Product

Product Foundations: Performance and the State of Flow

June 9, 2020 By: Francis Cordon

We all want to build the best products for our customers. It’s a no brainer. But where do you start? I would argue performance and here is why…

Performance is a driving force behind conversions

I know, I know, this seems obvious.

A few years ago I spent a few hours doing research on well-known cases in which performance correlated to increased conversions and by how much. Within one hour, I had well documented cases like Walmart, the Obama campaign, and Firefox downloads. Personally, just from work experiences, I can probably refer to hundreds more (don’t worry, I won’t). And I am talking about just examples of performance impacting conversion in particular. How ‘faster’ means ‘more conversions.’ To quote an example: “If Firefox reduced load times by 2.2 seconds they saw an increase in download conversions by 15.4%”

One interesting thing about my three examples here – Walmart, the Obama campaign and Firefox downloads – is that each has a radically different definition of conversion, yet they matter equally to the organization. In other words, a conversion is totally contextual to the business at hand.

We are wired for performance

So, we agree performance impacts conversion and conversion can mean different things in different contexts, but not matter what, it is always worth a *lot* to the business.

But there is more… Performance matters to us as individuals because we are wired for it.

Among the laws of User Experience there is one called the Doherty Threshold. Don’t be deceived by the fancy esoteric name – it’s something we experience daily.

If you are having a conversation on the phone with someone and all of a sudden the line experiences a lag, you are deeply disturbed. Your mind, your words, want to be in a state of flow, but the technology is not cooperating. Most people will try to hang up and start the call again rather than adapt to the lag! 

When using a website or web application (or native application) this same principle applies.  Yes, the ‘Google Effect’ has spoiled us all and we now expect sites to be ‘fast,’ but it’s not just that. It’s simply natural for us to desire to be in a state of flow. The state of flow minimizes our anxiety.
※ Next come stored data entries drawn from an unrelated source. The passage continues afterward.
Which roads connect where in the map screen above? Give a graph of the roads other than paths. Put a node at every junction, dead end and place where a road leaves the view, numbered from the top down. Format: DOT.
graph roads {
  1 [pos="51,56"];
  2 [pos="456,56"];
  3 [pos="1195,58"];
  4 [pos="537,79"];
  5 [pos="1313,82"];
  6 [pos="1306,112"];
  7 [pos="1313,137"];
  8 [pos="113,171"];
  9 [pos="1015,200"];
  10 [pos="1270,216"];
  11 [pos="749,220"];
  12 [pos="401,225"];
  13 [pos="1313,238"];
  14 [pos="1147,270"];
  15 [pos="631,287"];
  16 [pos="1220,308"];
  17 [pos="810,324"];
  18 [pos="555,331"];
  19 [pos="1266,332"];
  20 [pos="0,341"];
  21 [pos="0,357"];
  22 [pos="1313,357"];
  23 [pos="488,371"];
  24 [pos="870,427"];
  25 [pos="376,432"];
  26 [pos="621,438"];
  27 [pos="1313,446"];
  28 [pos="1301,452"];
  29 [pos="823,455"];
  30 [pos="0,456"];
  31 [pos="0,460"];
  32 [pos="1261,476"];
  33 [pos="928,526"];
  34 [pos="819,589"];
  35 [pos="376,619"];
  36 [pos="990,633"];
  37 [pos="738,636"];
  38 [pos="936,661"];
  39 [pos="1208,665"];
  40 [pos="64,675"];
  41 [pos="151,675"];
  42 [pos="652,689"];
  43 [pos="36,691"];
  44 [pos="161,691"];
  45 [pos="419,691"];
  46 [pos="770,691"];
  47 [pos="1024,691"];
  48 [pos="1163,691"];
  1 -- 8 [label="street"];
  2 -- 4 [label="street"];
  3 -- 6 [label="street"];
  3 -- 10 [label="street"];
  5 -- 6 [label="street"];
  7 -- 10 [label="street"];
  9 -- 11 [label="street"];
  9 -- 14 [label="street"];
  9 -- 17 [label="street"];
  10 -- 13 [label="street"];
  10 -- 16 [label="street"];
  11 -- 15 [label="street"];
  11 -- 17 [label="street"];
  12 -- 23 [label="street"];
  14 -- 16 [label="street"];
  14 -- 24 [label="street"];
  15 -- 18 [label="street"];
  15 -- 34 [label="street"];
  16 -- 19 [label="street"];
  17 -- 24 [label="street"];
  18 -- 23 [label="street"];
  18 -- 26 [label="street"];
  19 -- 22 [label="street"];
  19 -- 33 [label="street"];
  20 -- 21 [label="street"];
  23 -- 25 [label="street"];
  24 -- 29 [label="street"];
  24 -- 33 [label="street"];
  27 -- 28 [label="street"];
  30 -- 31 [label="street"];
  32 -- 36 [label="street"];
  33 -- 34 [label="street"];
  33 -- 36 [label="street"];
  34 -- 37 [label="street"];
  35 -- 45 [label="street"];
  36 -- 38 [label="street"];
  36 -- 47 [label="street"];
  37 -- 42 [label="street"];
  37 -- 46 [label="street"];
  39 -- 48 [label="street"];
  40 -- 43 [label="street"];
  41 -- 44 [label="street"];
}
When technology disrupts this we are fundamentally uncomfortable. 

You are competing against anything that steals users’ attention

This bears repeating: if your application or web site is slower than your competitors, your users will gravitate towards them instead. Maybe you have them trapped. But how long before a young nimble competitor comes and takes your lunch? Even if you think you have no competitors, think twice: you are competing with YouTube, with Instagram, with Angry Birds! Why? Because your real point of competition is your customer’s attention. If the PERSON has friction interacting with your business, they will gladly put their attention toward something that does NOT break their state of flow.

In other words, long gone is the era of ‘good enough.’ Web sites and applications won’t succeed if they simply do what they promised, they must do it while creating an enjoyable experience for the user. This is the real point of competition today, and the unspoken reason for success on sites and applications that do well. However, and this is important, users won’t tell you this.
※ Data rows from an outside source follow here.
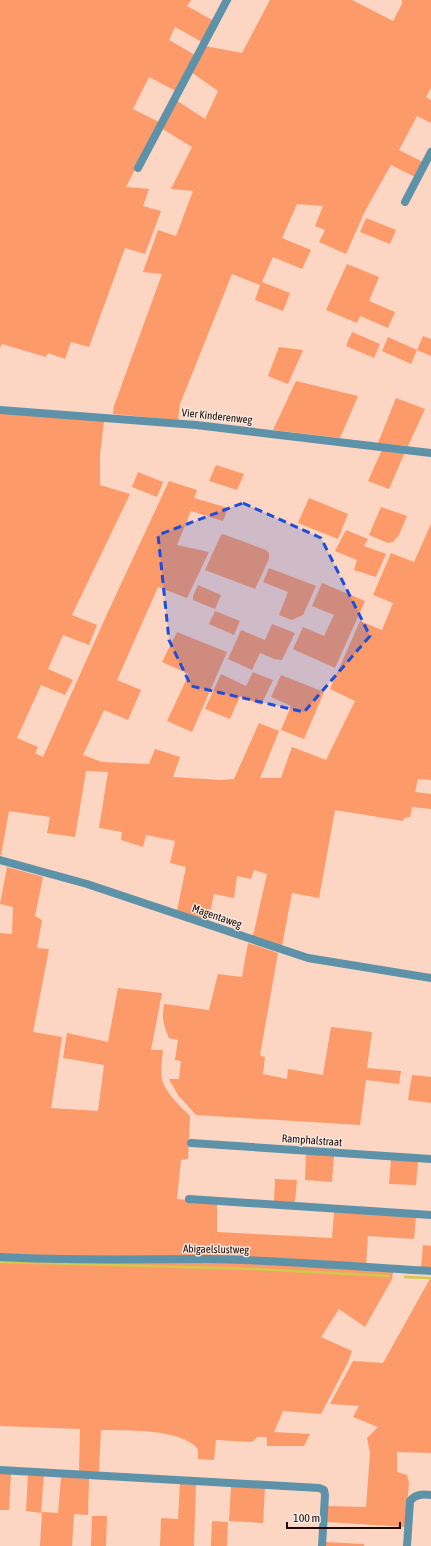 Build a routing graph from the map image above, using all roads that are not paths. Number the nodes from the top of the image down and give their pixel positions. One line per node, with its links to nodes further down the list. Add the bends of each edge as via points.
1 (227, 0): 3 (street)
2 (431, 152): 4 (street)
3 (138, 168)
4 (405, 202)
5 (0, 410): 6 (street, Vier Kinderenweg, via 196,425)
6 (431, 453)
7 (0, 860): 8 (street, Magentaweg, via 87,884 308,958)
8 (431, 978)
9 (191, 1143): 10 (street, Ramphalstraat)
10 (431, 1159)
11 (189, 1198): 12 (street)
12 (431, 1215)
13 (0, 1257): 14 (street, Abigaelslustweg, via 303,1263)
14 (431, 1271)
15 (0, 1470): 17 (street, via 319,1488 324,1490 325,1495)
16 (431, 1495): 18 (street, via 420,1494 410,1501)
17 (322, 1546)
18 (407, 1546)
If one of your customers goes away and you have a precious chance to ask what happened, they will not tell you: your constant slowness kept breaking my state of flow. First, because most people are not aware that that is the real reason, but also because it makes them look lazy (they didn’t try hard enough, they didn’t sit through slow loads). They’ll tell you a reason they tell themselves that is more satisfying intellectually. Rest assured, when it comes to performance impact, more often than not your real enemy is not what they are telling you.

Create delight

It’s true that the product has to work, but today that is just a baseline. It’s the requirement to even be in the game. It does not take us to the top. 

What takes you to the top is being able to understand what your users crave. Beyond what they need (a service or product), what is it that they crave (a state of flow in fulfilling their need, an enjoyable experience)?

Companies that understand this and invest resources and expertise to build product interactions that users enjoy are winning big.

Now, experiences that are enjoyable depend on more than just performance. Performance is just the foundation, but a crucial first step: if a pretty website is slow, no one will stick around to enjoy it.

There is increasing competitive pressure to provide a friction-less experience to users and performance is at the heart of that. Companies that invest in their performance, and put their customer needs at the heart of their product, are the ones that will continue to have a competitive advantage and attract more customers.